** Opening Supplied information block **
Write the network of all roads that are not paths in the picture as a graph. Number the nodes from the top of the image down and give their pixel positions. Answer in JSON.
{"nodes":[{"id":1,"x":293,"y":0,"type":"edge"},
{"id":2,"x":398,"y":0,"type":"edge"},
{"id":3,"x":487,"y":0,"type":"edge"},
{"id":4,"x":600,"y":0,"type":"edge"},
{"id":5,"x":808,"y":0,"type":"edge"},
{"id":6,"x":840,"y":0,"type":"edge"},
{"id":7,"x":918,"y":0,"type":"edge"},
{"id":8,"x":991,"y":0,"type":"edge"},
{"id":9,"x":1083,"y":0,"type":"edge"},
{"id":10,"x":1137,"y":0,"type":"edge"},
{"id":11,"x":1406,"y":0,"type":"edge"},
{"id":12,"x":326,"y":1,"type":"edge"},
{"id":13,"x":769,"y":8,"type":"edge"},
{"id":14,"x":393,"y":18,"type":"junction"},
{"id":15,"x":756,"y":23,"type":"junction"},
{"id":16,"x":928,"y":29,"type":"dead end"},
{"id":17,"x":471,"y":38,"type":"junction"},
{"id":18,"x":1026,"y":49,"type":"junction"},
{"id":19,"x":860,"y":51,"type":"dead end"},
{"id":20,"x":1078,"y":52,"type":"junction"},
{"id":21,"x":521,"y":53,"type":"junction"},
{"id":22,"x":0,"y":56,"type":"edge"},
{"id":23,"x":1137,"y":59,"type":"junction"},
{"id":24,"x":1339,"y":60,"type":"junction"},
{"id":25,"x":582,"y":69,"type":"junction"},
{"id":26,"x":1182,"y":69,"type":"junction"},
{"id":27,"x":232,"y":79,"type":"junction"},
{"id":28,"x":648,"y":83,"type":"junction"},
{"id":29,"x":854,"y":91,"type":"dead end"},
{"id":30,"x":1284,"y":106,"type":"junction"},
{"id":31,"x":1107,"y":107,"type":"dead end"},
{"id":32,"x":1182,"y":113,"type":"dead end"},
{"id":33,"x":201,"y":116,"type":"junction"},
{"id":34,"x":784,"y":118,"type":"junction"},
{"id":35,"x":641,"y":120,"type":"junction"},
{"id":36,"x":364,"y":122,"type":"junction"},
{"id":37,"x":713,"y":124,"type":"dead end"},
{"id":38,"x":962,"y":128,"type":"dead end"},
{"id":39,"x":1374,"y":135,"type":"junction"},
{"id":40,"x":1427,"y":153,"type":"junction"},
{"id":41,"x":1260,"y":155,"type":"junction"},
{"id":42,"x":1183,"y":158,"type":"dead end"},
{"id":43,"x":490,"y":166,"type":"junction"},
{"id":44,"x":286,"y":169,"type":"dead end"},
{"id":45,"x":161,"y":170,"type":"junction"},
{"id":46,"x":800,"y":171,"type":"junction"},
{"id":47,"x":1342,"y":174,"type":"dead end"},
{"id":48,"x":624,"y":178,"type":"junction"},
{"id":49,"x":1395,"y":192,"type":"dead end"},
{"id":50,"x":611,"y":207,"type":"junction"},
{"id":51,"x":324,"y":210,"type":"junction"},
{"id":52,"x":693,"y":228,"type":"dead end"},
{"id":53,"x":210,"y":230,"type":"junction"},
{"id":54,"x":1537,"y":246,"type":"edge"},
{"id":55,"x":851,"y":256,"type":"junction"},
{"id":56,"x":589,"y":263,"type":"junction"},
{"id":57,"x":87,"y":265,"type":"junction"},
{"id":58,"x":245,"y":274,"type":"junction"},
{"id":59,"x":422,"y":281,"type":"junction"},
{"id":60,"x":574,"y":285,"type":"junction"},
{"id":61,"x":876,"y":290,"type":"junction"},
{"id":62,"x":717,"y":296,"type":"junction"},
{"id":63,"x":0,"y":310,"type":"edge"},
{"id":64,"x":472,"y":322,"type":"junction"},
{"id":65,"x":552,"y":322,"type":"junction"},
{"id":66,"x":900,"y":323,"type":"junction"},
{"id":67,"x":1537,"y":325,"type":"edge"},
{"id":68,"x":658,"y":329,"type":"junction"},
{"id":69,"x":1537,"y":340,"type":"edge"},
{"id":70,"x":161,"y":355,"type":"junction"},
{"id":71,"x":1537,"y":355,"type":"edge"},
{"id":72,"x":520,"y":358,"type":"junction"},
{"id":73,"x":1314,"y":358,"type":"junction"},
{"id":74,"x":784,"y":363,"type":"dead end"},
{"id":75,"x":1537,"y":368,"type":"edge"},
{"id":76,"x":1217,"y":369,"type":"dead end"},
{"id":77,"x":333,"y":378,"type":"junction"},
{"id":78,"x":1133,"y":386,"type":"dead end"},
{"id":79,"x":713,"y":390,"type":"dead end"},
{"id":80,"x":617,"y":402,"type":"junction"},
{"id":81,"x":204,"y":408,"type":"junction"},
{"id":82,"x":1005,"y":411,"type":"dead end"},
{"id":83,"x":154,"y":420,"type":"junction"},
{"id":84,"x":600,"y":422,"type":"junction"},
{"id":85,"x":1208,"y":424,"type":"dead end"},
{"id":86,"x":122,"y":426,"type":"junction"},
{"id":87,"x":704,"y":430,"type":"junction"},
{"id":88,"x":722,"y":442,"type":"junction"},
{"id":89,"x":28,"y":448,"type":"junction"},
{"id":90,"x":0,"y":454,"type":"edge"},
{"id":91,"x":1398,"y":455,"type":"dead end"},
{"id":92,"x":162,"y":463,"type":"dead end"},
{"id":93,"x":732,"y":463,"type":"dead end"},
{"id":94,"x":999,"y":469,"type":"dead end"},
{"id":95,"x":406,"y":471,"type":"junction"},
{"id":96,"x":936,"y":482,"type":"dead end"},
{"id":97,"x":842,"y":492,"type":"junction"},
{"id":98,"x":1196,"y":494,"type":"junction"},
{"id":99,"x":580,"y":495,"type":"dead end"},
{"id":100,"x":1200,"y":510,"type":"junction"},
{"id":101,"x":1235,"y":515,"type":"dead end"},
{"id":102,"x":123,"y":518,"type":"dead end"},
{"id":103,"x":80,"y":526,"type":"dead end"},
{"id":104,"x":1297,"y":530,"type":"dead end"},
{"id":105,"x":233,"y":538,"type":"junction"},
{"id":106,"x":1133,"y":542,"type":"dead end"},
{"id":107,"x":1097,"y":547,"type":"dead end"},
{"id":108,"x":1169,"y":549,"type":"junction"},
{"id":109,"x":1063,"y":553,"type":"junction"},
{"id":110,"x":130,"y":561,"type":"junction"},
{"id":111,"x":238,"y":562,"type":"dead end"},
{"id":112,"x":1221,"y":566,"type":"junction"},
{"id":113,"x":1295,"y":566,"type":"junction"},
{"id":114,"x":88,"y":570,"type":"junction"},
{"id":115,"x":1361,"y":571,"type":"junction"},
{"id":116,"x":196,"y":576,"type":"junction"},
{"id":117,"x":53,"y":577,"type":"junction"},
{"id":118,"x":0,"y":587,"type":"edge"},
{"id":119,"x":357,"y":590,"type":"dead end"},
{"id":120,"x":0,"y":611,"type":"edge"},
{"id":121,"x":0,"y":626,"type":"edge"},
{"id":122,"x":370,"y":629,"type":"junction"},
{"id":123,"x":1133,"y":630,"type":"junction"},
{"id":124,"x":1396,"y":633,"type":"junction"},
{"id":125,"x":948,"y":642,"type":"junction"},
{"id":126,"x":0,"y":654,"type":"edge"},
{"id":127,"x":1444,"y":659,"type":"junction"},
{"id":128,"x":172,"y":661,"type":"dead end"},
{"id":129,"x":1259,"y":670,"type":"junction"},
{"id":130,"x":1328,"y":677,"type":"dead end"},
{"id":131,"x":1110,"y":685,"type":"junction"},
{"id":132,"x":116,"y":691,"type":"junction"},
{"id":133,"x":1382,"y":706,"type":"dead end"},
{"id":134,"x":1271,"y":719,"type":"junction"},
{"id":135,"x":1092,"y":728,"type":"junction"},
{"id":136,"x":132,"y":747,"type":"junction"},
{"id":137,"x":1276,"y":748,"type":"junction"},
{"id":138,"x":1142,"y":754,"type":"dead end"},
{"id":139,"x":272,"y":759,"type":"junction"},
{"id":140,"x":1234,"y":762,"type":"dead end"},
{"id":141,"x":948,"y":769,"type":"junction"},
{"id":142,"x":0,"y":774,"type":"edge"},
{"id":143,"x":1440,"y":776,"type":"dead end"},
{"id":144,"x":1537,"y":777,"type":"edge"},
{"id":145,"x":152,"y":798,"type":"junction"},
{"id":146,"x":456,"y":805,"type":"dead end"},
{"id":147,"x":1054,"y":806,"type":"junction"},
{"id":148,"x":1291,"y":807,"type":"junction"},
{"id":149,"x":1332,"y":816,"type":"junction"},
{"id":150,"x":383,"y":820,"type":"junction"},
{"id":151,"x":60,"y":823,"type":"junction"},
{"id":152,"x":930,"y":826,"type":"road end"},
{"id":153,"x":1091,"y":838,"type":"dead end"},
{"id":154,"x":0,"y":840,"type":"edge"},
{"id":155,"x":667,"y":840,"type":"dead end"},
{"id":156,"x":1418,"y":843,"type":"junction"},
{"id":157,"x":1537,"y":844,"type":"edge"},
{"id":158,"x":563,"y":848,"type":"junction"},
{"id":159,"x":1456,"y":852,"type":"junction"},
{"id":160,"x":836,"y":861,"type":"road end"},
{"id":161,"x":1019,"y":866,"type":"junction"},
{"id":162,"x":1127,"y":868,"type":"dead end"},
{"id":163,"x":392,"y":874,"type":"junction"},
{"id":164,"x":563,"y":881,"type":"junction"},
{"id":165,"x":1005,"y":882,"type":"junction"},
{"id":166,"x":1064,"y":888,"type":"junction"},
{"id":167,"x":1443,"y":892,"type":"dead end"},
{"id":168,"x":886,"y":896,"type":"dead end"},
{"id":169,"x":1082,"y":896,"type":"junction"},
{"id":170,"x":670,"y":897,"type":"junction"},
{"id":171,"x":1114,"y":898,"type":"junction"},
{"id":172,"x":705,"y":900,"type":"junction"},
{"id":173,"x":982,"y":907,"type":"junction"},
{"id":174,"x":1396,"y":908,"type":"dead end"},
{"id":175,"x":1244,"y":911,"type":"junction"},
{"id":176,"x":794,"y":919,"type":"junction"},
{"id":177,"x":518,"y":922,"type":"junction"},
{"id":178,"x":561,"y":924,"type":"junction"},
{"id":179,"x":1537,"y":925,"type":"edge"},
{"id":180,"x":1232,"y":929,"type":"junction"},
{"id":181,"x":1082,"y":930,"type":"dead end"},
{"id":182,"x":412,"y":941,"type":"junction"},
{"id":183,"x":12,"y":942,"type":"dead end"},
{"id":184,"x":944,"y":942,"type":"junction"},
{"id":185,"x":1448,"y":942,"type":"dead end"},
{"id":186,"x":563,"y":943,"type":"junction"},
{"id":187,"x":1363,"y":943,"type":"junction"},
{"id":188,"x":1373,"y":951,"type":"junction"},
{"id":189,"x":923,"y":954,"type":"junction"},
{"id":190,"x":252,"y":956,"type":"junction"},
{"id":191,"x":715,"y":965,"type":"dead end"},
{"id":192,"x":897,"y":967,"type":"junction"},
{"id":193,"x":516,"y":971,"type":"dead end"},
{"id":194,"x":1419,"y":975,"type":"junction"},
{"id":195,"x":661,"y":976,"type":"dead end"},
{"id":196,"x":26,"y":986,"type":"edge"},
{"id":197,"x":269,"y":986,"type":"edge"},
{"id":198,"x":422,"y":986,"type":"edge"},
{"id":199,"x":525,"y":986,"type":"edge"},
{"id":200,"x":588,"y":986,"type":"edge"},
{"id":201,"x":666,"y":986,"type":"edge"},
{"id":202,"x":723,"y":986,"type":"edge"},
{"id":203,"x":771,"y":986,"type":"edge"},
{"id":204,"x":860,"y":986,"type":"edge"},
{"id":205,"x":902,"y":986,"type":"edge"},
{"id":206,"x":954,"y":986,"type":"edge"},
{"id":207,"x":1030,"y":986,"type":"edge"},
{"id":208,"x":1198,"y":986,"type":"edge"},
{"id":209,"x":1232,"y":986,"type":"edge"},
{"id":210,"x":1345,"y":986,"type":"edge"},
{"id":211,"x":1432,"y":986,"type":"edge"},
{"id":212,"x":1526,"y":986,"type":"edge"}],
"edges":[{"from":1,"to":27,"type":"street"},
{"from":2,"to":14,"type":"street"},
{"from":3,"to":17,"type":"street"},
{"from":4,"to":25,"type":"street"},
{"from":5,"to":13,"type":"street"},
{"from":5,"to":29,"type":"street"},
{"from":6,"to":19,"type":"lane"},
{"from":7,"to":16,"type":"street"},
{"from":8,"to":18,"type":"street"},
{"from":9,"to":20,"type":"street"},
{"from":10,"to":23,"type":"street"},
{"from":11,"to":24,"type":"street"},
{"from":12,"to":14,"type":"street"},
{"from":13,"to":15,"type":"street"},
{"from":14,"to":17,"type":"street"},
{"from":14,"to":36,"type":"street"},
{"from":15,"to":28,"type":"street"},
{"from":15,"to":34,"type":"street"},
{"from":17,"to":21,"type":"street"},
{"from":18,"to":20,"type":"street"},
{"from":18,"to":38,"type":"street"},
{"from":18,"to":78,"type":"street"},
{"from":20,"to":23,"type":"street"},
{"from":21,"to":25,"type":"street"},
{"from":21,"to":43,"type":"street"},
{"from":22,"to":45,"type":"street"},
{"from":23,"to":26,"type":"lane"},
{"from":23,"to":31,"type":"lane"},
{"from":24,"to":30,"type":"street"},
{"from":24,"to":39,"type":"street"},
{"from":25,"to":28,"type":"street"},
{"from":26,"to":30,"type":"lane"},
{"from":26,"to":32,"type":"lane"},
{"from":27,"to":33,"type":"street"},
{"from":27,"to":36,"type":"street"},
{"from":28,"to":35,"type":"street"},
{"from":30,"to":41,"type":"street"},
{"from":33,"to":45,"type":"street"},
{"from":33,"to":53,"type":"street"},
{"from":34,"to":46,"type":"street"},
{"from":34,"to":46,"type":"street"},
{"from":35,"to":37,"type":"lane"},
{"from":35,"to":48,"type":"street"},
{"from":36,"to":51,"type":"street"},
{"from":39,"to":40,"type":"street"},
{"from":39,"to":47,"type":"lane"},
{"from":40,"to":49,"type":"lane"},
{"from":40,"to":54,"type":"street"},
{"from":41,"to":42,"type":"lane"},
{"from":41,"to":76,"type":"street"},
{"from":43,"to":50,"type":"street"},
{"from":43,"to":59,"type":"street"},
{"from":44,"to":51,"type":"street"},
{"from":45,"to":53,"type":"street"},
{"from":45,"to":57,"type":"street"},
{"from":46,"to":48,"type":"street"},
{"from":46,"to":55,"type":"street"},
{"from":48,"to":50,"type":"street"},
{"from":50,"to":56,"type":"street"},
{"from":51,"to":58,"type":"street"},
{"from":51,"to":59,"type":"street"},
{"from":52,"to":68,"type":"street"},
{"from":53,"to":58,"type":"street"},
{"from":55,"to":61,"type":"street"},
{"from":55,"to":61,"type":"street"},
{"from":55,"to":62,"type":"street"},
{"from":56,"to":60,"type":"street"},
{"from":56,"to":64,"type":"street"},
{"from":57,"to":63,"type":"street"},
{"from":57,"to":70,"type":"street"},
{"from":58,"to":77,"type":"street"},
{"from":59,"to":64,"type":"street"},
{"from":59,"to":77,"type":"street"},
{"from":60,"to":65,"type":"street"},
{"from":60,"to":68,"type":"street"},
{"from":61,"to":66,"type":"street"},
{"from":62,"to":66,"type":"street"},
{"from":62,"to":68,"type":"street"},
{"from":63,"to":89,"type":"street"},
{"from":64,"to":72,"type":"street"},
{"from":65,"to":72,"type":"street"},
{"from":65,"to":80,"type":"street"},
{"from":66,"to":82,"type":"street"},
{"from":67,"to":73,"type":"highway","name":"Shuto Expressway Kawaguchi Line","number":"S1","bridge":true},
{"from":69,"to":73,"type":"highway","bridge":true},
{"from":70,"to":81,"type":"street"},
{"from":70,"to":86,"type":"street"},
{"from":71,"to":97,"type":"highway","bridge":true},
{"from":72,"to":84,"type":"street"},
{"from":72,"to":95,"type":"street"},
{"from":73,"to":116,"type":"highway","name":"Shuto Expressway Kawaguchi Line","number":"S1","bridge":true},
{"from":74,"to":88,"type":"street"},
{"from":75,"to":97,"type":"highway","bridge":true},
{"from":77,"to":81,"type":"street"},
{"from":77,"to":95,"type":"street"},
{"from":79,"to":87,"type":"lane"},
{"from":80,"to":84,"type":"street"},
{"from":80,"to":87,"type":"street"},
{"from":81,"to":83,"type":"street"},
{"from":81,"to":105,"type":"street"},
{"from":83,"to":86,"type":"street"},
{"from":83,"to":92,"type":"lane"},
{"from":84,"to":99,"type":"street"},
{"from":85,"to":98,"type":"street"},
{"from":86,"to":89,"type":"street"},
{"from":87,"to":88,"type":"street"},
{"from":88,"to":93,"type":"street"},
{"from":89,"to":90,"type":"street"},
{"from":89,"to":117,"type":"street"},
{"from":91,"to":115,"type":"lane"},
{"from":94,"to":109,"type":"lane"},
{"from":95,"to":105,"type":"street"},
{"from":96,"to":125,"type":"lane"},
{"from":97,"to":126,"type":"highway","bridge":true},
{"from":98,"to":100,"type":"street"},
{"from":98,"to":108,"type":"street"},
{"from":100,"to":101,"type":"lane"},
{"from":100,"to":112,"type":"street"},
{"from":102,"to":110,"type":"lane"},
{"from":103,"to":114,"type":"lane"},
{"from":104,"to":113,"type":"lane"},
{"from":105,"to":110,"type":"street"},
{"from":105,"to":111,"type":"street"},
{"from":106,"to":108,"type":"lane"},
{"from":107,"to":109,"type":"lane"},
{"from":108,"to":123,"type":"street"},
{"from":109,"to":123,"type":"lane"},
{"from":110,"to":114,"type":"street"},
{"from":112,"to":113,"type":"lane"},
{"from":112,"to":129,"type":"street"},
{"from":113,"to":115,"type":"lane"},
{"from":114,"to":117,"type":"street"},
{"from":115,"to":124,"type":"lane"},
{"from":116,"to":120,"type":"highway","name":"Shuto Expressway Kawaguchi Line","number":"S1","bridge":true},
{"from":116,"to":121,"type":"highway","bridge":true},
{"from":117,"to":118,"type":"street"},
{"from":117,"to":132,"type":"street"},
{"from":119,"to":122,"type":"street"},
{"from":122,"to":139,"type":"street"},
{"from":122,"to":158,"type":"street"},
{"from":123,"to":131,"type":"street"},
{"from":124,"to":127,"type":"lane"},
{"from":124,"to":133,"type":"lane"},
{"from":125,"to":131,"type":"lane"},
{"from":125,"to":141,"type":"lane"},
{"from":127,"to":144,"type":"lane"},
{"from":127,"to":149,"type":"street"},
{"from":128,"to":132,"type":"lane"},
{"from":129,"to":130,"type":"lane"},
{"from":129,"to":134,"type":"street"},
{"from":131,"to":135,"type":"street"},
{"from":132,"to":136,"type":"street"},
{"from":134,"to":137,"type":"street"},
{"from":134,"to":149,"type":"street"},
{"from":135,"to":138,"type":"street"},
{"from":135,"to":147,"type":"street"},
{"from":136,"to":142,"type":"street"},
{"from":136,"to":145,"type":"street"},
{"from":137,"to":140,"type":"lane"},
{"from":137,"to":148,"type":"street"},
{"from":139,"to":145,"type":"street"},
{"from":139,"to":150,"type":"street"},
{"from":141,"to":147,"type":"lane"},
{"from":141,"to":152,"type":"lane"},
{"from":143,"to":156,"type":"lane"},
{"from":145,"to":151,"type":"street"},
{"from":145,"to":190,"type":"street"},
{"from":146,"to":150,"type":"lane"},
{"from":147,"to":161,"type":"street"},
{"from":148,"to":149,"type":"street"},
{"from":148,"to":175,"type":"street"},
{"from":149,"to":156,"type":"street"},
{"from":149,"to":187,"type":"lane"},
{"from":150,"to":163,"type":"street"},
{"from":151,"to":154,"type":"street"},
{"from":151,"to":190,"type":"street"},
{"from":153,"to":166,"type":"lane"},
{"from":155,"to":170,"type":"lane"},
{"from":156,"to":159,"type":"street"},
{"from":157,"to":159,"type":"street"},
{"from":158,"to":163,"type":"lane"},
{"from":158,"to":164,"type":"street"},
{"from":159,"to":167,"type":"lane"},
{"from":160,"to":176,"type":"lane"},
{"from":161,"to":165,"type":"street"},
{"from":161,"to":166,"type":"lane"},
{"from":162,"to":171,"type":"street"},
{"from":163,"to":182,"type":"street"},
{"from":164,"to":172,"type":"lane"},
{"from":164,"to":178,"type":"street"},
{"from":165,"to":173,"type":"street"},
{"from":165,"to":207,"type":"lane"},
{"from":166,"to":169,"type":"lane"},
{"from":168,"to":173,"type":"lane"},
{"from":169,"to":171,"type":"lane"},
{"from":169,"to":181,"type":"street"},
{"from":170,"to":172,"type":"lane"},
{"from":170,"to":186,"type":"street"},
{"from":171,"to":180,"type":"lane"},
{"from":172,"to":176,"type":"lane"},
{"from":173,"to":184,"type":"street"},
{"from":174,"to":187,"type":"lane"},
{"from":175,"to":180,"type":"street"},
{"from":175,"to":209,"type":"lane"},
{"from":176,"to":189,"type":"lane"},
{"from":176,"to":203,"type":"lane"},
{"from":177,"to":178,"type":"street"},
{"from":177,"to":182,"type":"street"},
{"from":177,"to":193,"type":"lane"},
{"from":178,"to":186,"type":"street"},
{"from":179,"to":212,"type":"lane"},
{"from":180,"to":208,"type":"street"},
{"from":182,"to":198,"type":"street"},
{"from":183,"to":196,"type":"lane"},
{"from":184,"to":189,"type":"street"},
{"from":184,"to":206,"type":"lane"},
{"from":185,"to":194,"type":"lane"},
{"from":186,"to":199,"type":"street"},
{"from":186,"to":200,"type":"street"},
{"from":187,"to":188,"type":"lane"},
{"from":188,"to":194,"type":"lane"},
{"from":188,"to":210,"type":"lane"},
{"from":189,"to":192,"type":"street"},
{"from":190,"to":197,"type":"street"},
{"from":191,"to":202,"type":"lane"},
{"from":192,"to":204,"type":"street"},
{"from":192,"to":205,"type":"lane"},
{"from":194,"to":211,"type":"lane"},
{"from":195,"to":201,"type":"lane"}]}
** Closing Supplied information block **
▸ **Work request**: Scan the material above. Return every line containing the string "name".

▸ **Response below**:
{"from":67,"to":73,"type":"highway","name":"Shuto Expressway Kawaguchi Line","number":"S1","bridge":true},
{"from":73,"to":116,"type":"highway","name":"Shuto Expressway Kawaguchi Line","number":"S1","bridge":true},
{"from":116,"to":120,"type":"highway","name":"Shuto Expressway Kawaguchi Line","number":"S1","bridge":true},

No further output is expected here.